Berita
penangkapan seekor ikan buaya (alligator gar) di waduk Jatiluhur membuat heboh.
Kebetulan ada seorang ahli perikanan yang bisa mengidentifikasi bahwa ikan itu
adalah Alligator Gar, ikan impor buas dan bisa tumbuh hingga 3 meter.
Sebelumnya
ikan yang mirip juga ditemukan di daerah Surabaya, Mojokerto dan Bogor.
Berita yang
ditulis tentang penemuan ikan di Mojokerto dan Surabaya cukup membuat saya
tertawa. Ikan itu digambarkan sebagai ikan mistis dan jadi-jadian di beberapa
media online lokal. Tentunya seorang reporter harus menunjukkan kebenaran.
Akhirnya salah sebuah media online mau bersusah payah bertanya pada yang
mengerti tentang ikan, dan mereka mendapat informasi bahwa ikan itu adalah dari
genus Lepisus Peus.
Entah siapa
yang memulai tapi genus itu kemudian menyebar di berbagai media, bahkan media
online sekelas Kompas.com dan Detik.com. Padahal kalau dicari di buku bilologi,
genus itu sepertinya tak ada.
Sampai lama
sekali tak ada media yang memperbaiki atau mau repot mencari genus sebenarnya
dari ikan yang ditemukan itu. Hanya
sebuah beberapa blog pribadi seperti xfile-enigma.blogspot.com yang mau
repot membantahnya.
Kemudian muncul berita ditemukannya ikan Aligator Gar di waduk
Jatiluhur. Ikan yang ditangkap dipampangkan, dan berbagai mediapun
memberitakan. Semua dengan gampang mengacu ke berita terdahulu, dan sok yakin
bahwa mereka ada di genus yang sama: Lepisus peus.. yang itupun salah.

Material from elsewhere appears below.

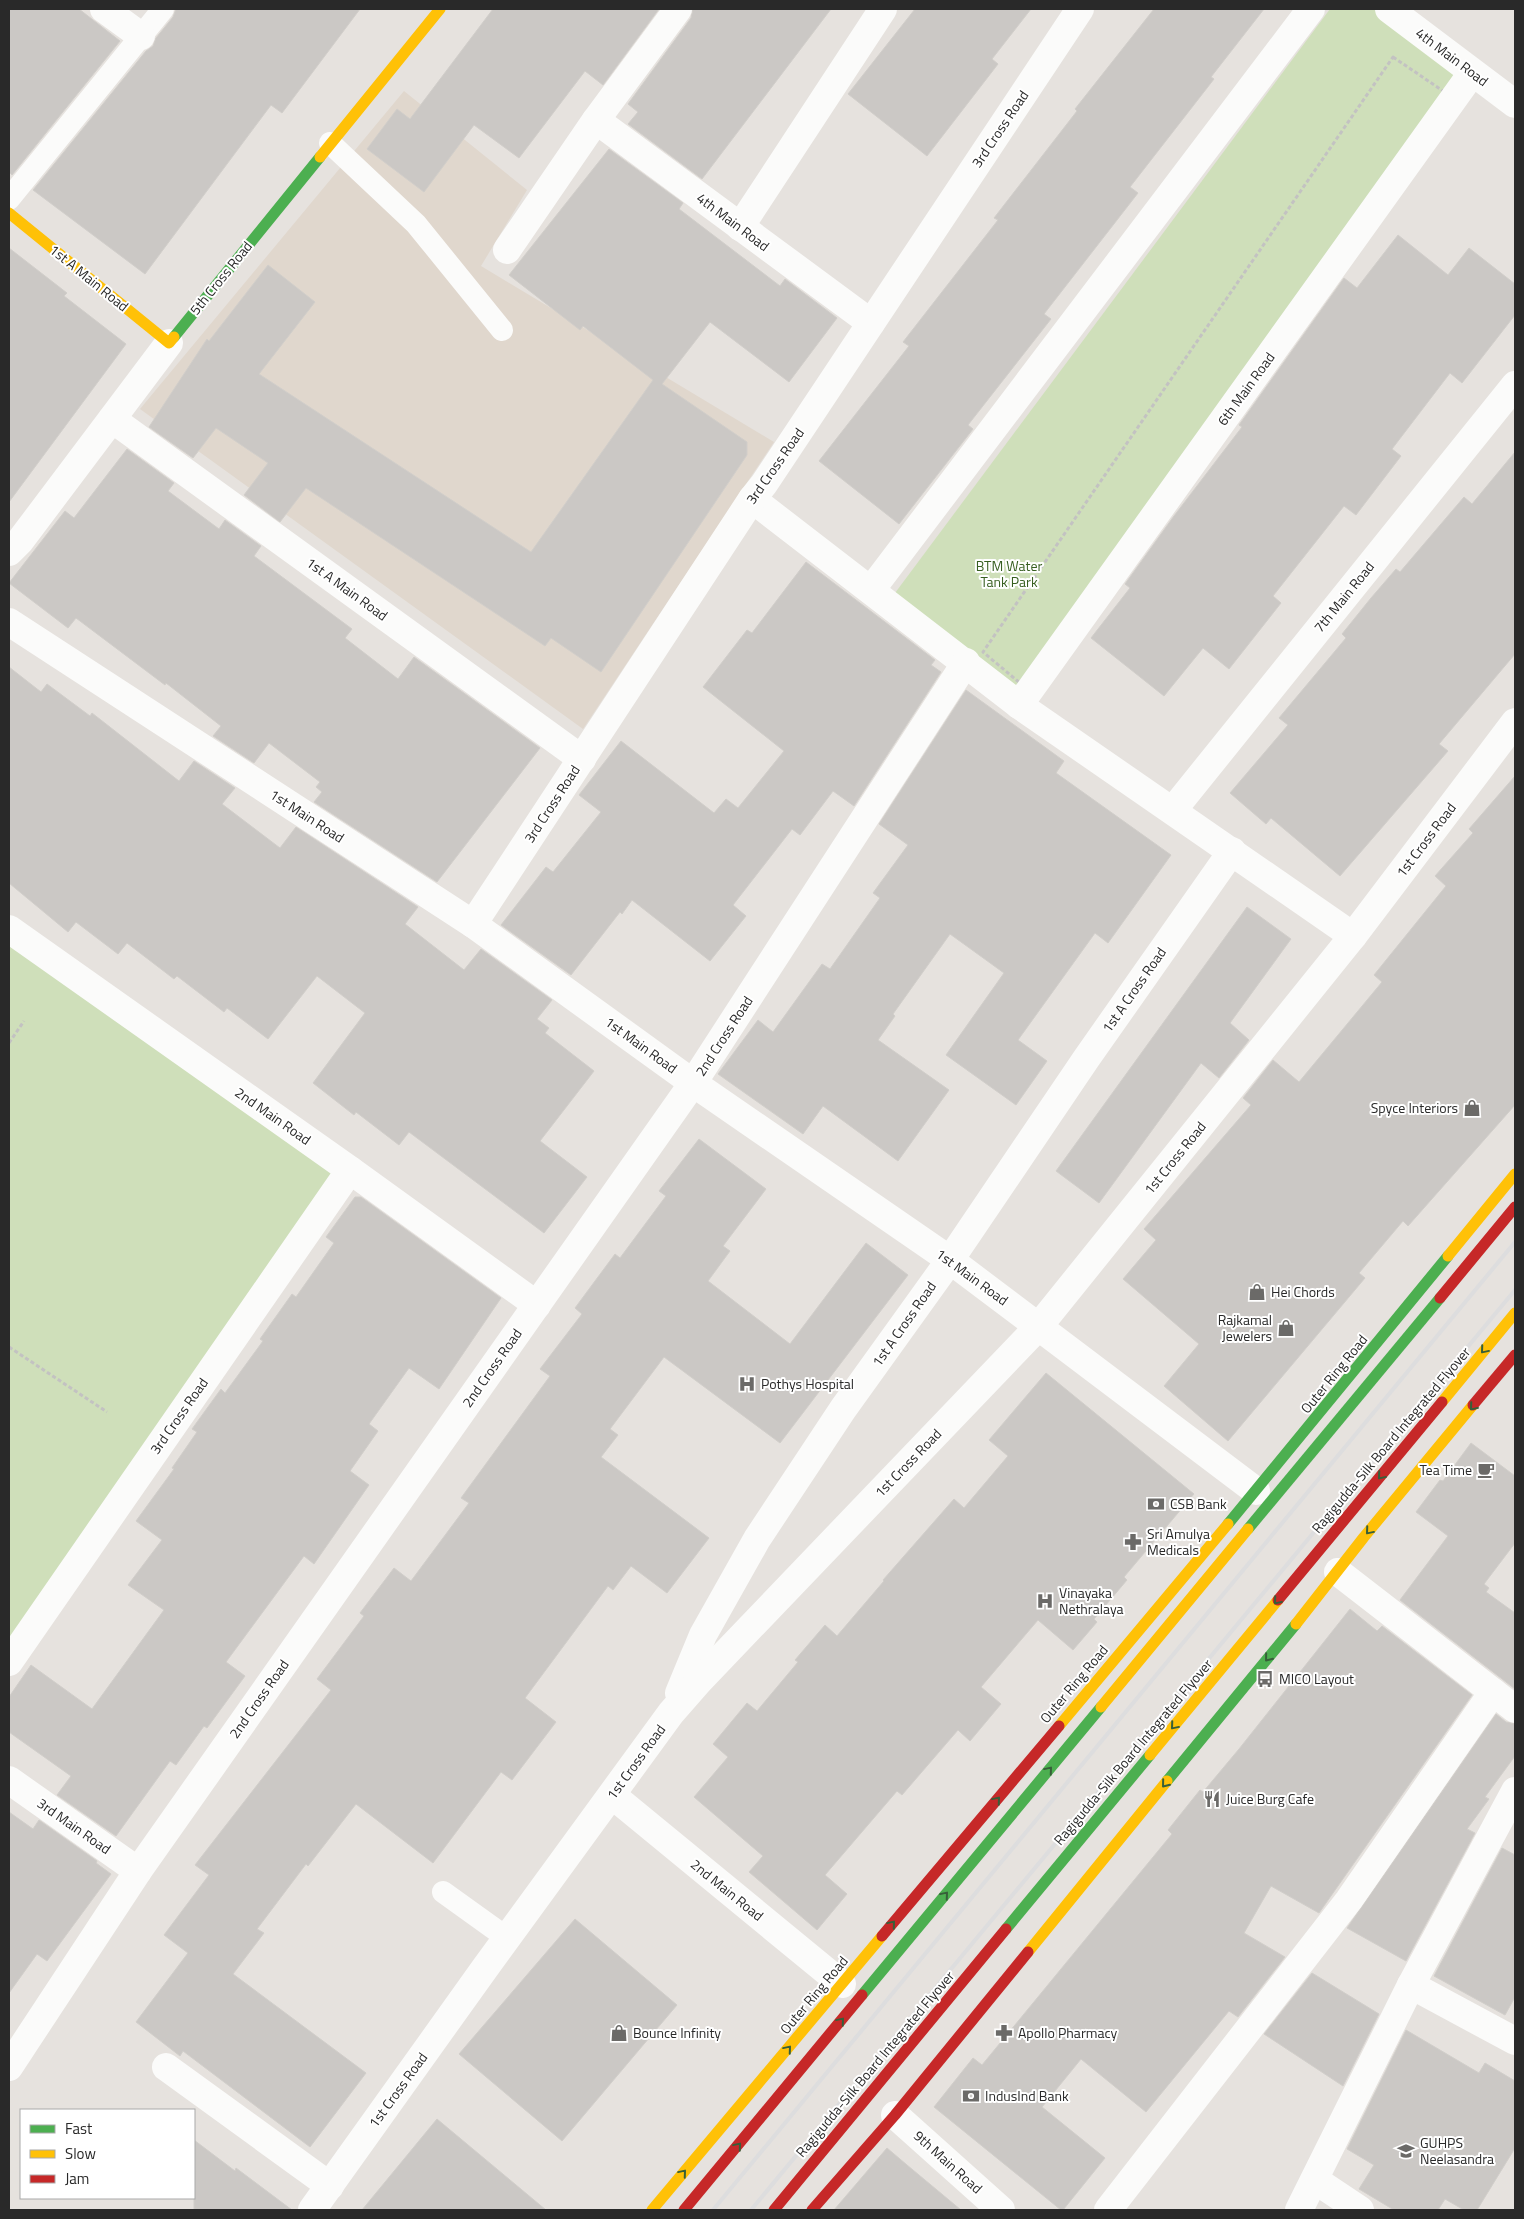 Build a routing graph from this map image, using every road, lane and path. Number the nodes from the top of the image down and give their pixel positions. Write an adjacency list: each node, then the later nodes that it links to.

Ikan Aligator Gar sesuai dengan klasifikasi sains (saya cek di wikipedia)
ada dalam family : Lepisosteidae. Dari Family itu dibagi menjadi dua genus
(jenis) yaitu Genus Atractosteus dan genus Lepisosteus…. Ya, Lepisosteus
kedengarannya mirip dengan Lepisus peus kan?
Saya pun menduga para peliput awal hanya salah mendengar, tapi saat
melihat gambar-gambarnya ternyata Aligator Gar yang ditemukan di Surabaya dan
Mojokerto pun bukan termasuk Lepisosteus, tapi malah genus Atractosteus.
Jadi kesalahan yang diawal hanya berupa salah dengar, tidak
dikonfirmasi, tidak di verifikasi dan ditulis saja. Kesalahan itu kemudian
menjadi data dan dianggap kebenaran oleh jurnalis berikutnya yang mengutip
berita itu. Bahkan (dalam kasus ini) para jurnalis tak berusaha lagi mencari
data detail tentang ikan Aligator Gar. Mereka percaya saja bahwa Aligator Gar
nama ilmiahnya adalah Lepisus peus… ugh!
Itu kenapa akurasi menjadi tanggung jawab besar dari para jurnalis,
sebab kesalahan mereka bisa menjadi dianggap kebenaran dimasa datang.
Beruntung masih ada media televisi yang benar menyebutkan bahwa diduga
ikan yang ditangkap di waduk Jatiluhur adalah Atractosteus. Mereka tidak
mengunakan nama latin Lepisus Peus. Kelihatannya mereka sempat melihat gambar
dan melakukan sedikit browsing sebelum menayangkan beritanya. Itu yang benar…
Salah satu
azas dalam dunia jurnalistik adalah Akurasi. Sayangnya, karena tuntutan
kecepatan, seringkali akurasi ditinggalkan oleh para praktisi jurnalistik.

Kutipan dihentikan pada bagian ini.